PyPSA / linopy

Linear optimization with N-D labeled arrays in Python
https://linopy.readthedocs.io
MIT License
160 stars 45 forks source link

Serializing and deserializing linopy.Model #340

Open tburandt opened 3 weeks ago

tburandt commented 3 weeks ago

Hi,

I am currently exploring/trying to setup larger models in parallel (in individual processes) and pass them back to the main process. Because the individual models are fairly large but can be prepared individually and largely independend from each other. Later on linked specific instances are linked through a few additional constraints.

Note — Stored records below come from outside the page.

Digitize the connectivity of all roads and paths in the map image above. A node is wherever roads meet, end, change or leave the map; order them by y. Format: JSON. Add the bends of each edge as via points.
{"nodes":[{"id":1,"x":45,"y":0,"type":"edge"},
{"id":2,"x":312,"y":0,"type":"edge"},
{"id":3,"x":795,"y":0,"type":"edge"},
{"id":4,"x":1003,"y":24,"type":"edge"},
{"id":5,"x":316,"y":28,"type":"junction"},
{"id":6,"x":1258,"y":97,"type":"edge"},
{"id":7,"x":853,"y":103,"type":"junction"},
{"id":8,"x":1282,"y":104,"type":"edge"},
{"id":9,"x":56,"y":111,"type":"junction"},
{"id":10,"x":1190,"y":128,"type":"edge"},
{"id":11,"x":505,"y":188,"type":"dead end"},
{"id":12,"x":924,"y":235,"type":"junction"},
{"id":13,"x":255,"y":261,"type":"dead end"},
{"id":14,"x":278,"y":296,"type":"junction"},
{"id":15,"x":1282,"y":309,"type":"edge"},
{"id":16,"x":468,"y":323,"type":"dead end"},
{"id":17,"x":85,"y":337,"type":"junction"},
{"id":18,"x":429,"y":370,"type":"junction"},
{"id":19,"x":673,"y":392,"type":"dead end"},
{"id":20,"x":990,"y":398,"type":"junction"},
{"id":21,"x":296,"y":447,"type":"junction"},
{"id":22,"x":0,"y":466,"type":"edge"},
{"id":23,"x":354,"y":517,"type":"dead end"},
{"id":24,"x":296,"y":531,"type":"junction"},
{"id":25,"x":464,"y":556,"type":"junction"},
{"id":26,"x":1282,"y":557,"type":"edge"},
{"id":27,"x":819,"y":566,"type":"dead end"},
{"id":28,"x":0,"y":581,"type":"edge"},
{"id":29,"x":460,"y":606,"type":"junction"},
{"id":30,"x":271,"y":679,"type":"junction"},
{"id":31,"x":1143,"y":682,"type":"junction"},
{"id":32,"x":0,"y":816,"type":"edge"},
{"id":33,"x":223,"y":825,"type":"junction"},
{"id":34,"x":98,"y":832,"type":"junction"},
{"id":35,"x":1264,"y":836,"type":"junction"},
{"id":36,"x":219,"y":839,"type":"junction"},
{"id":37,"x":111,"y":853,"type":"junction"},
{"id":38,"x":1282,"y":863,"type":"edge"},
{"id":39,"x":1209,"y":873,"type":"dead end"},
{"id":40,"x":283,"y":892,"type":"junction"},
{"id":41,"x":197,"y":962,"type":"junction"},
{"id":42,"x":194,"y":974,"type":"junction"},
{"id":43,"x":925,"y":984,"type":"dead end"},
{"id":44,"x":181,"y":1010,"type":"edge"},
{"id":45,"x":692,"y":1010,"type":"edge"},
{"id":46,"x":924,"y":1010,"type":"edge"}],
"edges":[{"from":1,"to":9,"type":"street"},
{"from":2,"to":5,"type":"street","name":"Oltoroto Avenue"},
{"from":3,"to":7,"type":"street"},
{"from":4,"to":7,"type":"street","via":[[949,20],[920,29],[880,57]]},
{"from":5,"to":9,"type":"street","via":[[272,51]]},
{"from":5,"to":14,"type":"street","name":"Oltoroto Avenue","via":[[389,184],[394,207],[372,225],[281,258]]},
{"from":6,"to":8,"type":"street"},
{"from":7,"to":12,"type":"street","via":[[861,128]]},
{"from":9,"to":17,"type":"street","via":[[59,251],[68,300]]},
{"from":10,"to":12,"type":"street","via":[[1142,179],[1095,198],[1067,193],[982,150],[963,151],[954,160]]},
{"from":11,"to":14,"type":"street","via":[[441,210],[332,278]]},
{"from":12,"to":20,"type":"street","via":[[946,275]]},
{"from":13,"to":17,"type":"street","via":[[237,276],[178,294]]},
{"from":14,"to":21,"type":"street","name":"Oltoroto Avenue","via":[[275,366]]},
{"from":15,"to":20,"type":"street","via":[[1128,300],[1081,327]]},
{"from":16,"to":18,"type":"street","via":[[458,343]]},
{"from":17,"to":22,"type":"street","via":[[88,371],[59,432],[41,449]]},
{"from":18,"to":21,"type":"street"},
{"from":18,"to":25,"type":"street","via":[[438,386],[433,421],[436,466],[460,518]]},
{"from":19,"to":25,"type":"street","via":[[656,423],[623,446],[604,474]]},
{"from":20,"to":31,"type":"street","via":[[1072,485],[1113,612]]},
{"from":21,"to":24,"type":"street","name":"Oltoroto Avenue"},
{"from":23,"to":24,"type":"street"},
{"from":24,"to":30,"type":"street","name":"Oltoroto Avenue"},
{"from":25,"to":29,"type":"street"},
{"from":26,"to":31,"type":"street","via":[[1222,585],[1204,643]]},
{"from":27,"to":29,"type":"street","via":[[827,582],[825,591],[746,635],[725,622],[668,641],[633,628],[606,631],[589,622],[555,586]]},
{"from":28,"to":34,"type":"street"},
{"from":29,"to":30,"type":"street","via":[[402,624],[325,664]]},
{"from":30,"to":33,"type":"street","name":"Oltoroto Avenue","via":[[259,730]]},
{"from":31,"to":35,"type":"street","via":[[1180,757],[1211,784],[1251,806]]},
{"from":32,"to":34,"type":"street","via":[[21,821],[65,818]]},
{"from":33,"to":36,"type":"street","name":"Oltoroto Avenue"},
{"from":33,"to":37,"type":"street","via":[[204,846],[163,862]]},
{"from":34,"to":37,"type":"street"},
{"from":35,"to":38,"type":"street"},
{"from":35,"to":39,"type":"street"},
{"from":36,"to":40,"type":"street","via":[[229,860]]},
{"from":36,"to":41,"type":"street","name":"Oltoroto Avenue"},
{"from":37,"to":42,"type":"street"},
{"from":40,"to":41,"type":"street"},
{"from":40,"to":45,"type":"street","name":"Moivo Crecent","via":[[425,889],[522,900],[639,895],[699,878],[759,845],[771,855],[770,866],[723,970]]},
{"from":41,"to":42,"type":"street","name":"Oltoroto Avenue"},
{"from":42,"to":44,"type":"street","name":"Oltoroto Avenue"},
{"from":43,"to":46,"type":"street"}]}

However, although serializing into a pickle or dill works fine, when trying to serialize the pickle again, a recursion error is thrown and therefore, ProcessPoolExecutor cannot be used to prepare models in parallel. (I.e., ProcessPoolExecutor uses serialization to hand over data from one process to another) This can be easily checked with this example:

import dill
import pandas as pd

import linopy
import pickle

m = linopy.Model()
time = pd.Index(range(10), name="time")

x = m.add_variables(
    lower=0,
    coords=[time],
    name="x",
) # to be done in parallel process
y = m.add_variables(lower=0, coords=[time], name="y") # to be done in parallel process

factor = pd.Series(time, index=time) # to be done in parallel process

con1 = m.add_constraints(3 * x + 7 * y >= 10 * factor, name="con1") # to be done in parallel process
con2 = m.add_constraints(5 * x + 2 * y >= 3 * factor, name="con2") # to be done in parallel process

m.add_objective(x + 2 * y) # to be done in parallel process

with open("test.pkl", 'wb') as f:
    dill.dump(m, f)

with open("test.pkl", 'rb') as f:
    m2 = dill.load(f)

x.lower = 1 # or add whatever additional constraint
m.solve()

Which throws the following error:

Traceback (most recent call last):
  File "C:\github\test\linopy\test.py", line 29, in <module>
    m2 = dill.load(f)
         ^^^^^^^^^^^^
  File "C:\github\test\.venv\Lib\site-packages\dill\_dill.py", line 289, in load
    return Unpickler(file, ignore=ignore, **kwds).load()
           ^^^^^^^^^^^^^^^^^^^^^^^^^^^^^^^^^^^^^^^^^^^^^
  File "C:\github\test\.venv\Lib\site-packages\dill\_dill.py", line 444, in load
    obj = StockUnpickler.load(self)
          ^^^^^^^^^^^^^^^^^^^^^^^^^
  File "C:\github\test\.venv\Lib\site-packages\linopy\variables.py", line 1149, in __getattr__
    if name in self.data:
               ^^^^^^^^^
  File "C:\github\test\.venv\Lib\site-packages\linopy\variables.py", line 1149, in __getattr__
    if name in self.data:
               ^^^^^^^^^
  File "C:\github\test\.venv\Lib\site-packages\linopy\variables.py", line 1149, in __getattr__
    if name in self.data:
               ^^^^^^^^^
  [Previous line repeated 745 more times]
RecursionError: maximum recursion depth exceeded
FabianHofmann commented 3 weeks ago

@tburandt thanks for raising the issue. that's quite unfortunate. Pickling is not tested atm. how about storing it as netcdf in the meanwhile? should be as fast as pickling

lkstrp commented 3 weeks ago

This is most likely also the reason for deepcopy issues within PyPSA on some networks. I had a look into this a while ago, but this is a better starting point, so I will check again.

FabianHofmann commented 3 weeks ago

I have the vague feeling that the _getitem and getattribute overrides could be related to this...

tburandt commented 3 weeks ago

@FabianHofmann the problem is that multiprocessing and ProcessPoolExecutor (from concurrent.features) for example use pickle (or dill, i am not sure) to handover objects either from one process to another or back to the main process.

For storing the model manually, I can try netcdf. I might have some idea to solve my problem with that at least :)